You probably know the marshmallow test: ask little children of they would like to have one marshmallow now, or they will get a second one if they can go 15 minutes without eating the first one. A very difficult question for a small child!
For a long time there was this notion that this test could predict how successful children would be in later life. Kids who chose to eat the marshmallow straight away – short term – would be less successful than the kids who didn’t give in to the temptation. Later studies contradicted these presumptions.
The marshmallow tests tell us how we behave in certain circumstances but don’t show us how we can engage on a daily basis in activities we do not enjoy. Which strategy will help you to tackle these tasks you don’t want to do. Like analysing, working through transcripts, executing the next lab test, calculating statistic adaptions, making several phone calls to get enough inclusions….
There are quite a few strategies that could be helpful. A couple well known ones: make sure you are not distracted; change your environment; change the task; ask for help; monitor your progress; plan; suppress the impuls to stop; add something fun to the task.

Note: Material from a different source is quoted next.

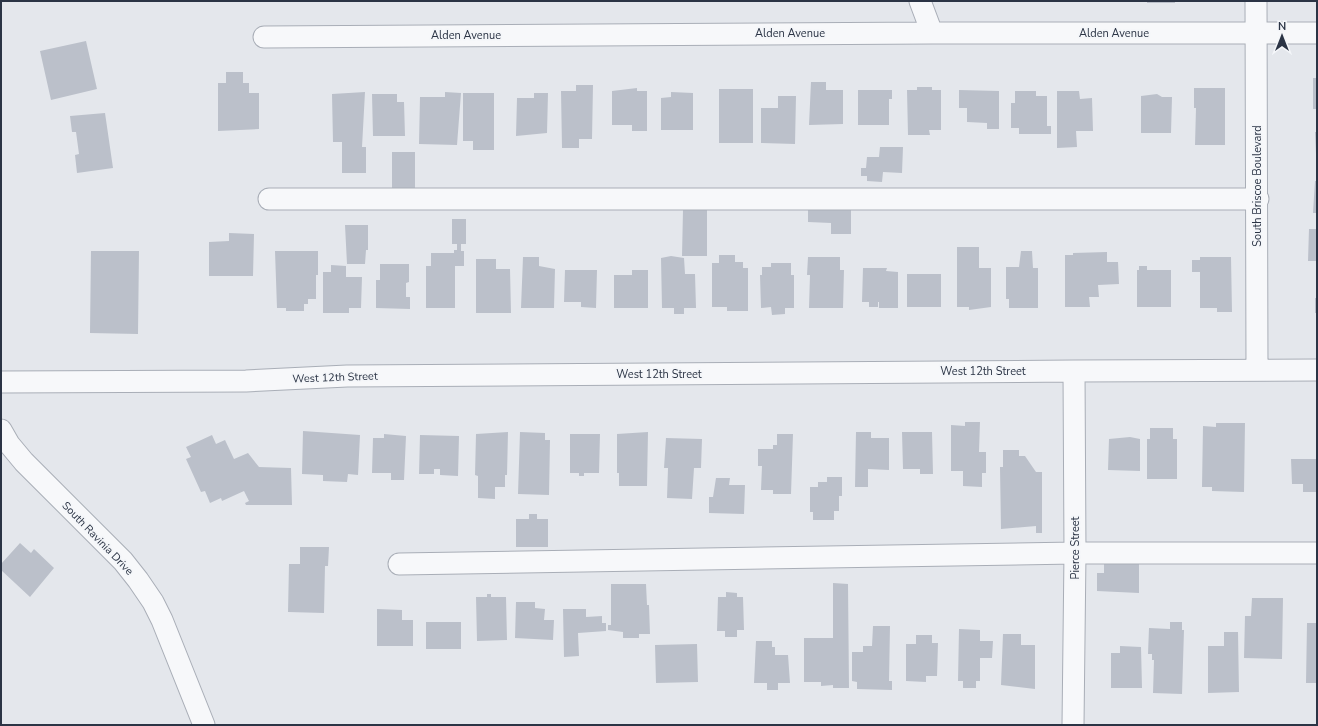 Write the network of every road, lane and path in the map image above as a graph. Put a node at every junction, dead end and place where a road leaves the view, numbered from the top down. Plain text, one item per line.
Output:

Research has shown which four strategies works best to regulate your behaviour that allows you to persist and work on your averse activities.
- Focus on positive consequences: ‘what is in it for me’ once you have completed the task?
- Focus on negative consequences: what negative consequences will occur when you don’t perform the activity?
- Thinking of the near finish
- Regulate your emotions: change how you feel about the activity, try to change your emotions, try to have a good mood
What self-regularity strategies do you use?